Pensez-vous que tous les politiciens devraient être formés à l’exercice du pouvoir ?
Il n’y a pas de modèle politique unique. De manière très sommaire, mais qui reste une synthèse adéquate, on peut dire que certains politiciens veulent arriver au pouvoir pour tuer, je caricature en donnant des exemples d’hommes politiques. Je pense à ceux qui, comme Trump et Bolsonaro, sont des négationnistes de la science, des anti-écologistes et des racistes, dont la vision de l’être humain est une conception purement instrumentale de l’accumulation capitaliste. Leur mépris de la vie est inscrit dans leurs attitudes publiques et dans leurs principales pratiques étatiques. Il y a aussi ceux qui viennent faire carrière et « profiter » des circonstances, ce sont les politiciens traditionnels qui, selon les alliances qu’ils établissent, peuvent être utiles à la lutte pour l’émancipation ou bien venir en aide à la droite ou à l’extrême droite, avec leurs programmes de haine et de disparité croissante des revenus.Ils sont généralement identifiées par les « médias grand public » comme des politiciens « normaux » dans le régime démocratique-représentatif. D’autres politiciens utilisent le pouvoir pour lutter pour la vie, contre les guerres, pour l’émancipation, pour l’égalité et le respect des droits de l’homme - dans les différents courants d’opinion des partis démocratiques. Ils savent être pragmatiques, pour gouverner, sans renier leurs principes. Ceux-ci définissent précisément leurs alliés, adversaires et ennemis, afin de produire des politiques étatiques qui vont dans le sens de la liberté et de l’égalité, respectant les espaces constitutionnels conquis dans l’État de droit social. Ce que j’ai appris au « pouvoir », ou plutôt en tant que dirigeant d’un État de droit social, c’est qu’il est possible d’être cohérent - en tant que leader politique de gauche - à la fois dans l’opposition et au gouvernement. C’était peut-être mon apprentissage le plus important avec l’exercice du pouvoir. Cependant, je pense que chaque « politicien » cherche à se préparer consciemment ou inconsciemment à ce qu’il veut faire au pouvoir, selon sa vision du monde et de l’humanité. On sait que l’hégémonie du capitalisme financier ne peut être atteinte que par des moyens politiques, grâce à une gestion opportune des ressources du pouvoir.

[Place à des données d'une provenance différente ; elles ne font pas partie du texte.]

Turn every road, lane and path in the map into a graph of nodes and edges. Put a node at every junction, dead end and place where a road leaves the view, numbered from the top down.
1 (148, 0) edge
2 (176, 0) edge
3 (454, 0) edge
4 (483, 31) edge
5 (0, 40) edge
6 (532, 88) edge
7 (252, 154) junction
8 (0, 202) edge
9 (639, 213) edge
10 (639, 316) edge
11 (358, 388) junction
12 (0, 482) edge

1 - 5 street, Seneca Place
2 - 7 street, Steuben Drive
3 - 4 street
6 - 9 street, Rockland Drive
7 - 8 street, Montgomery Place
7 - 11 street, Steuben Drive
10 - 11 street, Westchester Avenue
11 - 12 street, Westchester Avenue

Pourquoi la gauche s’est-elle davantage concentrée sur le néolibéralisme d’un point de vue économique et non de son idéologie ?
Je pense qu’à gauche, dans son ensemble, nous avons analysé principalement le processus dit « néolibéral », comme s’il ne faisait qu’instruire une autre étape du développement du capitalisme industriel classique, pas comme une barbarie plus globale, où la force normative du capital financier exprimait - comme elle l’a fait - une capacité à détruire à la fois la culture politique des Lumières et l’État-providence dans ses aspects économiques les plus positifs. Cela nous a affaibli dans le monde pour pouvoir préserver nos valeurs de gauche et affirmer nos différends idéologiques. Mèszaros et Baumann, de différentes manières, ont perçus cette limitation et ont beaucoup écrit à ce sujet. Je recommande de les lire tous les deux. Le philosophe hongrois Mészáros clarifie, dans ses travaux sur la philosophie, l’idéologie et les sciences sociales, le pouvoir de l’idéologie et son rôle dans le processus d’ajustements structurels. Alors que Baumann, dans son livre « La vie liquide », décrit nos sociétés contemporaines comme un univers sans repères où l’individualisme et l’éphémère des relations émergent... Nous vivons à une époque liquide. Rien n’a été fait pour durer. Pour la gauche, surmonter l’idéologie néolibérale est l’un des plus grands défis pour construire un nouveau projet de société. En cette période de pandémie, l’idéologie néolibérale a enlevé son masque comme vous l’avez écrit dans votre article sur Mediapart.